We recommand to align fastq files using STAR2 with The Cancer Genome Atlas (TCGA) two-pass alignment option.

Sorted SAM/BAM preparation

Once you get the aligned BAM or SAM file, you MUST sort the file by chromosomal coordinates.

We provide a code for preprocessing SAM file using SAMtools below:

samtools sort -o in.sorted.sam in.sam -@ 8

The "in.sorted.sam" is used for pXg input.

Toy example

In this tutorial, toy datasets including 1) de novo results, 2) in.sorted.sam, 3) gene annotation (GTF) and 4) protein sequence fasta file are provided in the tutorial folder so that a user can try to run the pXg pipeline.

Run pXg

Using the toy datasets, you can run the pXg pipline using following command:

java -Xmx2G -jar pXg.v2.0.1.jar \
--gtf_file toy.gtf \
--sam_file toy.sorted.sam \
--psm_file toy.psm.csv \
--fasta_file toy.fasta \
--output toy \
--scan_col 5 \
--file_col 2 \
--pept_col 4 \
--score_col 8 \
--charge_col 11 \
--add_feat_cols 15 \
--sep csv \
--mode 3 \
--threads 2

This may take about 2 mins.

Note that the memory option "-Xmx50G" depends on the size of SAM file. In our experience, "-Xmx30G" is enough to deal with ~20G file.

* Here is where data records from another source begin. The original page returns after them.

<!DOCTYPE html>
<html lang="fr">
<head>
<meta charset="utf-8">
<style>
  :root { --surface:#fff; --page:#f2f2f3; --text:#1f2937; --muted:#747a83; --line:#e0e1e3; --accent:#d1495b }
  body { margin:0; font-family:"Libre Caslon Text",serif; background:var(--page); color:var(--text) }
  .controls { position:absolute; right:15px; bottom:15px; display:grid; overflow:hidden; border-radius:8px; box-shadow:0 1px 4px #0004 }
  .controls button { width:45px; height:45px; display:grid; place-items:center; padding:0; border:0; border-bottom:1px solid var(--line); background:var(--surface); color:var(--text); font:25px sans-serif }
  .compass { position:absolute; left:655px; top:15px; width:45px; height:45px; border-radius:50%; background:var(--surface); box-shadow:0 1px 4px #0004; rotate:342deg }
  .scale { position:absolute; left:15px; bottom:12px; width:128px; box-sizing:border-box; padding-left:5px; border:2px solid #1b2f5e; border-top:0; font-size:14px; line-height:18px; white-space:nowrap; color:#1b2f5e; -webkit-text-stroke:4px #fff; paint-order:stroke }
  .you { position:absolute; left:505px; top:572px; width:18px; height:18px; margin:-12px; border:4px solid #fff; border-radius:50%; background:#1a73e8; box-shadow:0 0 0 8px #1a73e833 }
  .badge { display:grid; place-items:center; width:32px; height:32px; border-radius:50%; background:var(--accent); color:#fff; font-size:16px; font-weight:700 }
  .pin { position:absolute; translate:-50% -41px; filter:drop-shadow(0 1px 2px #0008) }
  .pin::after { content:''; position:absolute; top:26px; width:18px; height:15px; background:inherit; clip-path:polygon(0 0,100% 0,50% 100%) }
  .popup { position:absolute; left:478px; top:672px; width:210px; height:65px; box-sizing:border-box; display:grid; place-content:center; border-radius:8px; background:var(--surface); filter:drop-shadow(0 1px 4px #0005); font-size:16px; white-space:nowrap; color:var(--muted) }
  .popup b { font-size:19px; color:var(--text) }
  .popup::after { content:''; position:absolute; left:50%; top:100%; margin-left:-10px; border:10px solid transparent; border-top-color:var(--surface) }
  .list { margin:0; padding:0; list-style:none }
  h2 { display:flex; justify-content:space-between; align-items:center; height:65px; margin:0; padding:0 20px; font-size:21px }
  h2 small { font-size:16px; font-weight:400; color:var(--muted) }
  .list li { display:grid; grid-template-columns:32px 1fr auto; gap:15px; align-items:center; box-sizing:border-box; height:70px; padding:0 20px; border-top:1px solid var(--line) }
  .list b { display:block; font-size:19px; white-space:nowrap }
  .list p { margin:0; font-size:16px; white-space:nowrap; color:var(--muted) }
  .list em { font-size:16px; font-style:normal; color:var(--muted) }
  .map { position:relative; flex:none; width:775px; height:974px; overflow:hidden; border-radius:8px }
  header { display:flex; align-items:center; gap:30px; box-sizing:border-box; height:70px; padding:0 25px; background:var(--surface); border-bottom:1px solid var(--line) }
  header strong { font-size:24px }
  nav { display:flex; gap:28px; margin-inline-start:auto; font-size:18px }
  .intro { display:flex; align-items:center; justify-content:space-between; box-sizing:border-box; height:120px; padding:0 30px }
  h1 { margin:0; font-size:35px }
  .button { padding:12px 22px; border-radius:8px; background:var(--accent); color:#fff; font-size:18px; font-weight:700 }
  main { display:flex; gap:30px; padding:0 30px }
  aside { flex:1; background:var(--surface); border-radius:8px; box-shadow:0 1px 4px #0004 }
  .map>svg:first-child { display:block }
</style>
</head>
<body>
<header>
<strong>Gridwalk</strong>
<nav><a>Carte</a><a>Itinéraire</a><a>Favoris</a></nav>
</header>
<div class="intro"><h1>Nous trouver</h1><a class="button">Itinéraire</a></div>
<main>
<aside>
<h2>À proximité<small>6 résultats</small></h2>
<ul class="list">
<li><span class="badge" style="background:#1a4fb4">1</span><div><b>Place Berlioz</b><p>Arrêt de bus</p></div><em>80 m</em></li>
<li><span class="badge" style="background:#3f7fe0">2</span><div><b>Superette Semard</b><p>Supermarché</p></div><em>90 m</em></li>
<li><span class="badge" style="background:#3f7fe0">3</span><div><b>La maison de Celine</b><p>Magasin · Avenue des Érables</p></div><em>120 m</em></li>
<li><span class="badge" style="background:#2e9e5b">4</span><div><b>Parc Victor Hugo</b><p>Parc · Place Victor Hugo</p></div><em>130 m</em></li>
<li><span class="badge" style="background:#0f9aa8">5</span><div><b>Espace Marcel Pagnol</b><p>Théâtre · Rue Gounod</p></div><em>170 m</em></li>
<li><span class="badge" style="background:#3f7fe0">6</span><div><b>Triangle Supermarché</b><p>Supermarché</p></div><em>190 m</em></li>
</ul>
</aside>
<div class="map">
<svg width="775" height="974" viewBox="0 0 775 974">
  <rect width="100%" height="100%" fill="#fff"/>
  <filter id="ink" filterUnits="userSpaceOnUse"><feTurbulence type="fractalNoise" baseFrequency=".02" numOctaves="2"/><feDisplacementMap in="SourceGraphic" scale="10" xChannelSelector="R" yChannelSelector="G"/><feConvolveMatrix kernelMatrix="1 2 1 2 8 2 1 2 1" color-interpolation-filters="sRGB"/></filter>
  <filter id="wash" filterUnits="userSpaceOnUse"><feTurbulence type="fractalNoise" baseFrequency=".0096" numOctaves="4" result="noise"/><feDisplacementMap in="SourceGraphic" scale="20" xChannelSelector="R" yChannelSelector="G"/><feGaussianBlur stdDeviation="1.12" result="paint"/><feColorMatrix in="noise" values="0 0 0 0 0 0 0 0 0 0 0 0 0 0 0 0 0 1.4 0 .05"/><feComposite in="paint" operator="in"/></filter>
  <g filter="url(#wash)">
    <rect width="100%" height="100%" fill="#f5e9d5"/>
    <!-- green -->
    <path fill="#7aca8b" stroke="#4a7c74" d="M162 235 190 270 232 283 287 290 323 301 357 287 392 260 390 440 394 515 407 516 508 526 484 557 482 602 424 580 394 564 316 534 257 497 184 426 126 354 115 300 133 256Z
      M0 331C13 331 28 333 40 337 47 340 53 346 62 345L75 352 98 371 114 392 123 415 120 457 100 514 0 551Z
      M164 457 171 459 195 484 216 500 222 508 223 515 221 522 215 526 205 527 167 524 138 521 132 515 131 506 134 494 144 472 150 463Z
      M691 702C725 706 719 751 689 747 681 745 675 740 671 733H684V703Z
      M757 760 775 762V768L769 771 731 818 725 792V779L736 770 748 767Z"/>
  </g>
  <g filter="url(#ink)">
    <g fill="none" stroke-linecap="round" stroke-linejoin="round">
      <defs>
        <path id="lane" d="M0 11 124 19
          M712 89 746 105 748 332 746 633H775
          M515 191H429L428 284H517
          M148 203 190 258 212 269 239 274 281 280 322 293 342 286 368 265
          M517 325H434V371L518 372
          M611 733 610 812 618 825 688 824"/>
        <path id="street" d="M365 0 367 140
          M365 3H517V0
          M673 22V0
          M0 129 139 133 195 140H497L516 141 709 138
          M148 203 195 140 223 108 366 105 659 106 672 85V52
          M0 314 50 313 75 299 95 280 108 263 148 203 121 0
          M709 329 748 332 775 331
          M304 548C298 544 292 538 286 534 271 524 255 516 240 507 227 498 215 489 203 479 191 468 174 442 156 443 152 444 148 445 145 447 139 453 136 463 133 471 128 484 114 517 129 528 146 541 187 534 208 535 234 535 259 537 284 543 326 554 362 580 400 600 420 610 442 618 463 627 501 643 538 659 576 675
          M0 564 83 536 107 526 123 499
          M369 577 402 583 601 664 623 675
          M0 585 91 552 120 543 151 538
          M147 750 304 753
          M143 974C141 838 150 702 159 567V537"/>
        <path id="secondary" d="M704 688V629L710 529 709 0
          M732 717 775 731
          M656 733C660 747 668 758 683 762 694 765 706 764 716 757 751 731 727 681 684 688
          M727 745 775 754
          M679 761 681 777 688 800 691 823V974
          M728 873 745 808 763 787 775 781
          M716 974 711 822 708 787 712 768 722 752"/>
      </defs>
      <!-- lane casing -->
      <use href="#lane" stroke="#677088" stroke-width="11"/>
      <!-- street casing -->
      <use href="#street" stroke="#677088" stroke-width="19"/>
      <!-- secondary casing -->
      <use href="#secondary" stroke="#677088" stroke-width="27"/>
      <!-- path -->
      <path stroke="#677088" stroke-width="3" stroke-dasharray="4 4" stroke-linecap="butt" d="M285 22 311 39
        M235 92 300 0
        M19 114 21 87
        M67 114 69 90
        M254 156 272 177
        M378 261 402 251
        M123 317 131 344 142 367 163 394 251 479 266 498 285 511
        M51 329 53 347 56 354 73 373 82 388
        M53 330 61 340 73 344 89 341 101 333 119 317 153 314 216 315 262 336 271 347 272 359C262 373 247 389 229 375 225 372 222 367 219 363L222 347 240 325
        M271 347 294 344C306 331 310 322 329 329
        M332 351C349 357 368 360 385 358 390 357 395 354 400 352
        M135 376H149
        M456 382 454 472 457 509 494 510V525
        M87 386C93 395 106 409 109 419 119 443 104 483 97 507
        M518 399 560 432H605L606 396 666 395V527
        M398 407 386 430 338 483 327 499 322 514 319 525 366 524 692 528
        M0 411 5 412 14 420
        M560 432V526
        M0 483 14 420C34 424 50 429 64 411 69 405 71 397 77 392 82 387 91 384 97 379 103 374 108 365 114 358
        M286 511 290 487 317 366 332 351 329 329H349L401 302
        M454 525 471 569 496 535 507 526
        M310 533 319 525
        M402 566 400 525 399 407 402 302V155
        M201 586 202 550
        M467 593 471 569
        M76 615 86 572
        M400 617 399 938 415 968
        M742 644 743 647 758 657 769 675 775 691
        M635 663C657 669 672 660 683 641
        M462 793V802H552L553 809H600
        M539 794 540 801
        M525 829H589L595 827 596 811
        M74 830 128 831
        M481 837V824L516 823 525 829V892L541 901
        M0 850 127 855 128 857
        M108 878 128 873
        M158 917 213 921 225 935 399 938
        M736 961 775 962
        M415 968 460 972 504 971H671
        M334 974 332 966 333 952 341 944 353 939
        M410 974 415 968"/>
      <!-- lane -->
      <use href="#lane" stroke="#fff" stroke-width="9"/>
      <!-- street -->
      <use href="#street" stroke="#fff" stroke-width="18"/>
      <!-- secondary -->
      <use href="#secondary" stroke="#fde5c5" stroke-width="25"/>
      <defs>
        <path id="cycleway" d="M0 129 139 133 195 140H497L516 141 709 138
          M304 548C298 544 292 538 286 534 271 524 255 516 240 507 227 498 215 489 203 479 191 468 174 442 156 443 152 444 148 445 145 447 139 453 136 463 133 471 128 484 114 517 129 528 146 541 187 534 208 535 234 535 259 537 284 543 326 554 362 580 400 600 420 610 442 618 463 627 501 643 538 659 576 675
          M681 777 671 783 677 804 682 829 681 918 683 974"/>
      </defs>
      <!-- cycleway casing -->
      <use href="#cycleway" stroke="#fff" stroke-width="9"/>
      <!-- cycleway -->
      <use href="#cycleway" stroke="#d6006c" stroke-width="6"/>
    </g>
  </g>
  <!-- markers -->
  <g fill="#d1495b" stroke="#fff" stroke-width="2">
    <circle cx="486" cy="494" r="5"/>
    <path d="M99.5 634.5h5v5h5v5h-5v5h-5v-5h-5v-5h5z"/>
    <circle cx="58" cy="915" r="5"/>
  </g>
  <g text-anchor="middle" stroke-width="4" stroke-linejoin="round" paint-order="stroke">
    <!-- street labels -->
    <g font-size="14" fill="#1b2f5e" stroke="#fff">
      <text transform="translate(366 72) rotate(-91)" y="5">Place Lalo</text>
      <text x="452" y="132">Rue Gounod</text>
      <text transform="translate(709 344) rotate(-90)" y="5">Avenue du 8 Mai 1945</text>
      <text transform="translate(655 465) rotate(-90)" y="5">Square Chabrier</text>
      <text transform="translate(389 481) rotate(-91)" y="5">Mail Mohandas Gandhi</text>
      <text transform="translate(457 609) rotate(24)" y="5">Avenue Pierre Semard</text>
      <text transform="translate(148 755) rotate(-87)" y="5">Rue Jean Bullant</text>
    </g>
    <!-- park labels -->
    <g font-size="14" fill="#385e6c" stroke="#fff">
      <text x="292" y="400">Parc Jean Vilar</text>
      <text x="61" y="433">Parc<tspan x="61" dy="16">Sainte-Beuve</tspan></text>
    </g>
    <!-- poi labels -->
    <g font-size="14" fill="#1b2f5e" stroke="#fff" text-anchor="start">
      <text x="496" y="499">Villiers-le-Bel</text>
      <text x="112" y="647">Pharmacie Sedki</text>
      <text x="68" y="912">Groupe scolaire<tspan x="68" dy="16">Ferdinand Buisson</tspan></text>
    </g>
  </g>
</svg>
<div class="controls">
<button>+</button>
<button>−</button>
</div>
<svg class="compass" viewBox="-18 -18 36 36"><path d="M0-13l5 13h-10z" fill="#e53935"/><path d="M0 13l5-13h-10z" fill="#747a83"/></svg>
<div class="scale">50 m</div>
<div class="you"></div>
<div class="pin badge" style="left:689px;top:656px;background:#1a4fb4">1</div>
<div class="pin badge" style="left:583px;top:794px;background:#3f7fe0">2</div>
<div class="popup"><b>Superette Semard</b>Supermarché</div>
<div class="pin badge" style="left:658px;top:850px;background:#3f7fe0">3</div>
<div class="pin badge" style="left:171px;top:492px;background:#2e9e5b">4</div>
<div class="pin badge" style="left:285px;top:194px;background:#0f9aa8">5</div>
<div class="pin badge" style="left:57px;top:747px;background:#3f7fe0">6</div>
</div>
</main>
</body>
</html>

Run Percolator using the pXg results

Once you get the pXg result, you can add more features such as spectral similarity and delta retention time described in our manuscript. Without the additional features, still it is possible to run Percolator and estimate FDR from the pXg results.
We recommand to use Percolator version >= v3.06.1 because former versions have an issue to print proteinIds.
Post processing codes are also provided in the tutorial folder (post_process.ipynb).

IGV viewer

When pXg finishes identifying peptides, the resulting GTF and SAM files are immediately available in the IGV viewer.

TODO

GTF Export

  • Export GTF format from pXg result.

Citation

pXg: Comprehensive Identification of Noncanonical MHC-I–Associated Peptides From De Novo Peptide Sequencing Using RNA-Seq Reads. Seunghyuk Choi and Eunok Paek, Molecular & Cellular Proteomics 2024.